Who needs a will?

You definitely need a will if you own real property or have minor children. If you and your spouse die while your children are minors, someone will have to hold your property for them until they become adults. Someone will also have to be appointed by the court to raise them. A will is your only way to let the court know who you want to raise your children and to give reasons for your choice. If you live in the greater Birmingham, AL area, you need an experienced Birmingham will attorney to make sure your property is managed according to your wishes after you are gone.
Even if you don’t have children, a will is an important tool that lets you decide who will get your property when you die. If you should die without a will, your property will first be divided among your children and their living descendants. If you never had children, then your property will be divided among your parents and their descendants (your brothers and sisters and their children). If your parents are not living and you are an only child, your property will be divided among the living descendants of your grand-parents (cousins).
Many people would rather their estate go to someone other than a distant relative they may have never met such as a close friend or even various charities. The only way to accomplish this is through a will or trust.

 What if I don’t have many assets?

Even if your estate is worth $26,000 or less, a will can help your heirs avoid administration fees and court costs by naming an executor and delegating his or her powers.

Can I wait to make a will?

You can make a will as long as you are “of sound mind” (mentally competent). However, If you wait until you are in bad health, someone might be able to challenge your competency. You also run the risk that you could die before you execute the will.
Making a will today ensures that your wishes will be carried out.

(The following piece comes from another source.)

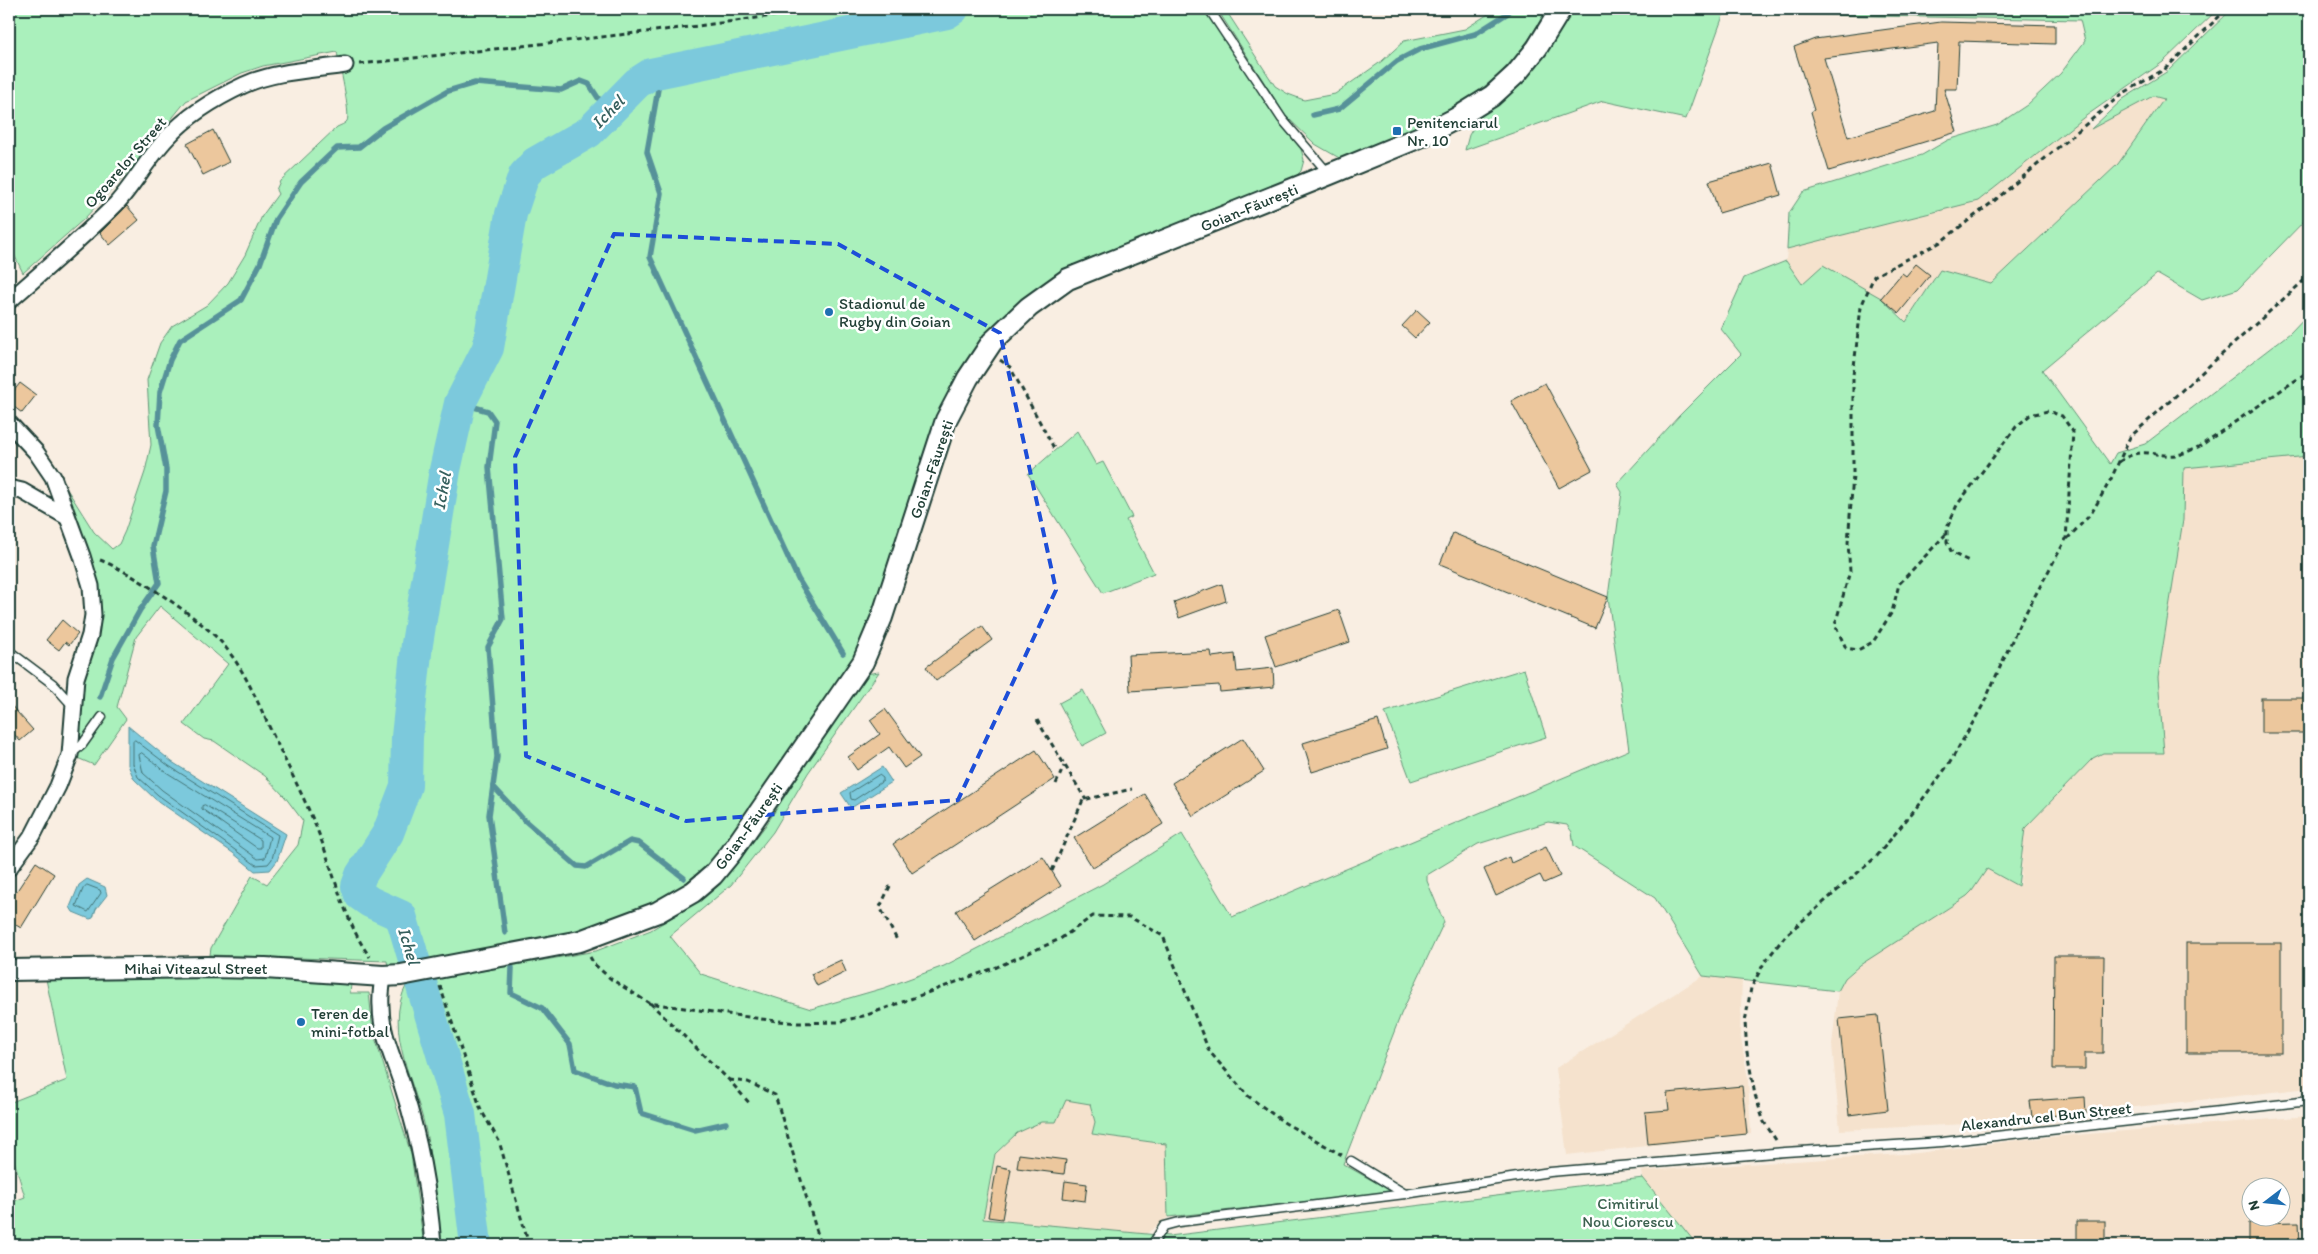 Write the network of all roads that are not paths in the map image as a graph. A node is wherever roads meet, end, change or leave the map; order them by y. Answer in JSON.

If at any time in the future you wish to change or revoke your  will you may make a codicil to your existing will or execute a new will. In any case you should review your will anytime major changes occur in your life such as the birth of a child or grandchild, a marriage, divorce, etc.

A will allows you to nominate guardians for your children and their property.

 What makes a will valid?

All wills must be in writing and signed and dated by a person 18 years of age or older and who is of sound mind.The signature must witnessed by two adults. To make a will self proving, a notary should notarize the signatures of the witnesses and the person executing the will.

How do I get a will?

You should only trust an experienced licensed Alabama attorney to draft your will. Many people see offers of $99 wills from on-line providers but do not realize that they are not purchasing legal services. If your will should be defective and you purchased it from an on-line provider or copied it from a form in a book, your heirs will have no recourse against the providers of the service or form. You can’t sue a non-lawyer for legal malpractice.
If an attorney makes a mistake in your will, your heirs may be able to sue the attorney who drafted your will for malpractice. If you try to fill out a printed form or use an on-line service, your will may not contain the correct phrasing  to avoid  costs and to give your executor the powers he or she needs. A lawyer knows important questions to ask to make sure that your will meets all your needs. I offer estate planning packages for couples for as low as $500. For more information Click here.

 What is a trust?

A trust is a document that transfers legal ownership of property to a trustee who must hold and use the property for the benefit of another person or persons. Trusts are beneficial in a number of situations.
For instance, parents may want their estate preserved for their children until they reach a certain age. By leaving the property in trust to a trustee, the property is protected from a court appointed custodian using it in manners the grantor of the trust may not approve of.
Trusts can also be useful in preserving resources for future generations by limiting one generation to receiving only income from the trust and disbursing the principal to the next generation.